Abstract Guaranteeing Quality of Service (QoS) in the Internet has been proposed using two different models – the Integrated services (IntServ) model and the Differentiated services (DiffServ) model. IntServ uses the per-flow approach to provide guarantees to individual streams, while DiffServ provides aggregate assurances for a group of applications. Both these models have been designed to work for wired networks. Our aim is to identify modifications that need to be made to make them suitable for wireless networks. In this paper, some possible modifications to the IntServ and DiffServ models for use with wireless networks are presented. A description of an experimental testbed built to implement and test the proposed enhancements, and results from the testbed are also provided.

1 Introduction The current Internet architecture with its best effort service model is inadequate for new classes of applications that need Quality-of-Service (QoS) assurances. Solutions to providing QoS and accommodating the large number of users range from providing substantial network bandwidth increase to using various bandwidth management approaches. While the big versus managed bandwidth debate goes on, many Quality of Service (QoS) mechanisms are being proposed to manage bandwidth and provide service assurances. The basic way to provide QoS is to provide differential service for certain packet-level or session-level treatment for: (i) giving one user priority over another, and/or (ii) to control the bandwidth usage of certain users so that QoS can be assured.  Corresponding Author. Part of the research was supported by Air Force Office of Scientific Research grants F-49620-97-1-0471 and F49620-99-1-0125, and by Telcordia Technologies (formerly Bellcore).

Traffic management to provide differential services follows two different approaches [1]: (i) Reservationbased: In this model, network resources are explicitly identified and reserved. Network nodes classify incoming packets and use the reservations to provide QoS. The Integrated Services (IntServ) model [2] is based on this approach. (ii) Reservation-less: In this model, resources are not explicitly reserved. Instead, traffic is differentiated into a set of classes, and network nodes provide priority-based treatment based on these classes. The Differentiated Services (DiffServ) model [3] is based on this approach. There are various IETF (Internet Engineering Task Force) groups working on the definition, implementation and performance evaluation of the IntServ and DiffServ models. Currently both these methodologies have been designed for use with wired networks. With the growing use and popularity of the wireless data networks, it is important that these mechanisms be extended to suit the wireless domain as well. To achieve this, the major features of wireless networks must be considered namely: (i) High losses, (ii) Low bandwidth, (iii) Battery power constraints and (iv) Mobility. In this paper, enhancements of the IntServ and DiffServ approaches for use with wireless networks are discussed. There have been other efforts on reservation which are not based on the IntServ or DiffServ models [4]. An experimental testbed using 2Mbps Lucent WaveLAN cards and CBQ scheduling has been set up with systems running FreeBSD. A description of the implementation and preliminary results from different experiments are presented in this paper.

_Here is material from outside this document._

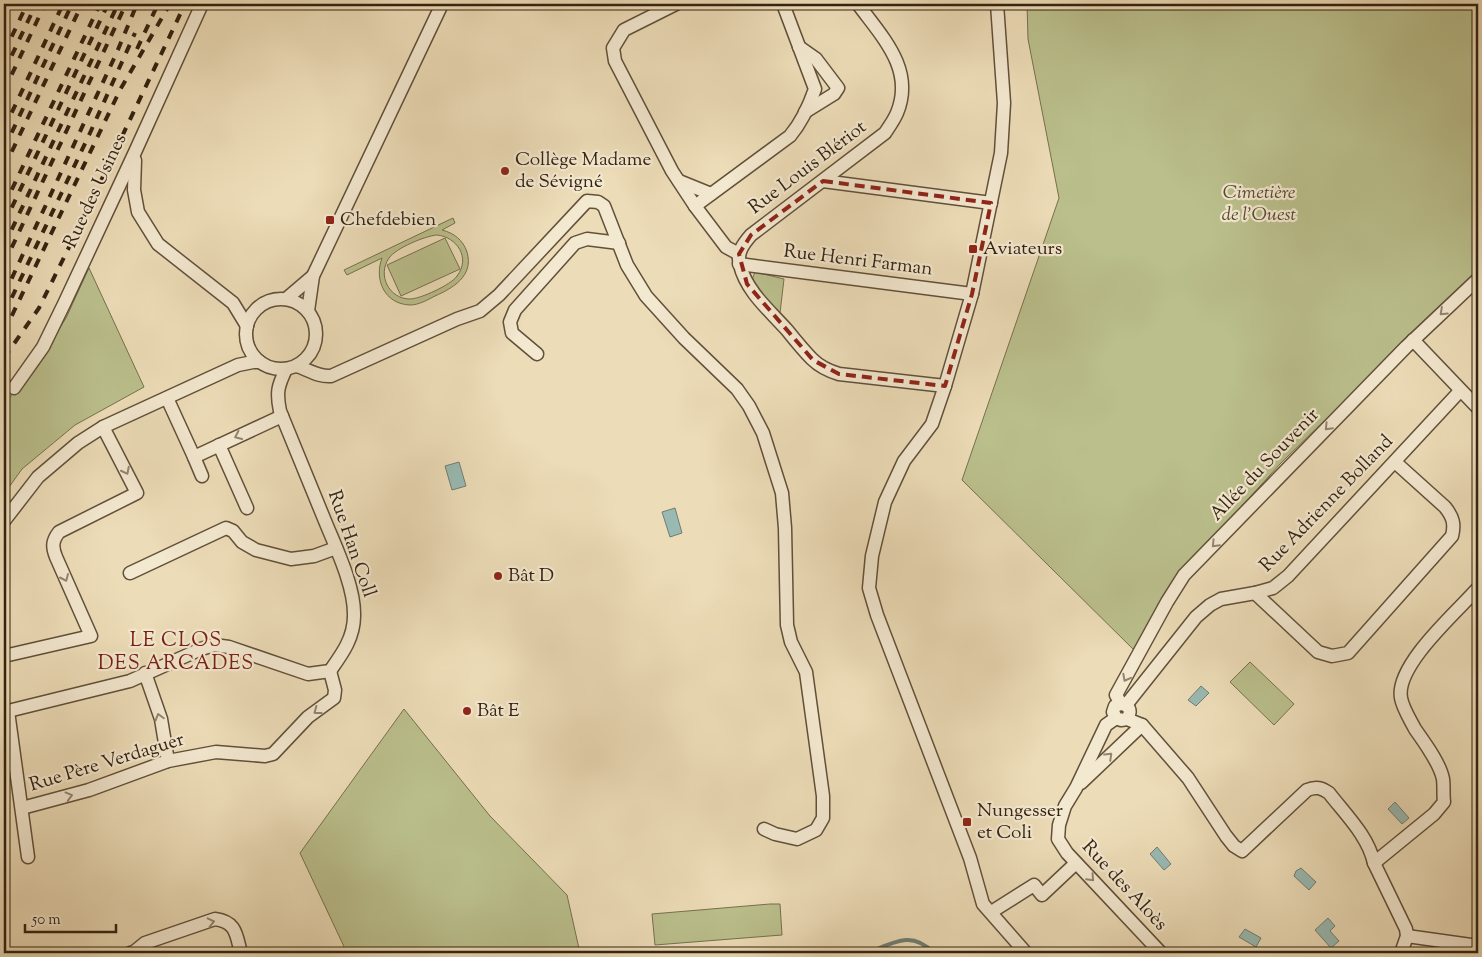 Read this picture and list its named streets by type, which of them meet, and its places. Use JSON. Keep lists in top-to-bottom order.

2 IntServ and DiffServ Framework An introduction to IntServ and DiffServ models and the differences between them are discussed in this section.

2.1 Integrated Services The IntServ [2] model identifies three main categories of services that can be provided to users: (i) Best effort services are characterized by absence of a QoS specification and the network delivers the best possible quality, (ii) Guaranteed services provide users with an assured amount of bandwidth, firm end-to-end delay bounds, and no queueing loss for flows1 , and (iii) Controlled load services assure that the users will get service that is as close as possible to the one received by a best-effort service in a lightly loaded network. For the current Internet architecture to support IntServ capability, two features are required [2]: (i) A method to communicate the application’s requirements to network elements along the path and to convey QoS management information between network elements and the application. (ii) Individual network elements (subnets and IP routers) along the data packet path must support mechanisms to control the QoS delivered to these packets. QoS support mechanisms at network elements can be provided by various packet classifying and scheduling mechanisms. Some examples include Class Based Queueing (CBQ) [5] and Weighted Fair Queueing. The communication of the flow requirements is done using ReSerVation Protocol (RSVP) [6]. RSVP is a signaling mechanism to carry the QoS parameters from the sender to the receiver to make resource reservations along the path. The mechanism works as follows: (i) The sender of an application sends PATH messages containing the traffic specifications to the receiver(s) of the application that will use this reservation. (ii) The receiver receives this PATH message and sends RESV message to the sender specifying the flow it wants to receive. (iii) As the RESV message flows back to the sender, reservations are made at every node along the way. If at any point along the path the request cannot be supported, that request is blocked. (iv) At every router/host along the way, path and reservation states are maintained for every application session. Periodically sent PATH and RESV messages refresh the path and reservation states. The basic features of IntServ (and RSVP) can be summarized as: (i) it provides per-flow reservation, (ii) each application (flow) reserves resources using RSVP to signal QoS requirements, (iii) quantitative QoS based on the traffic descriptors is provided for every flow, and (iv) every node along the path from the sender to the receiver maintains state information.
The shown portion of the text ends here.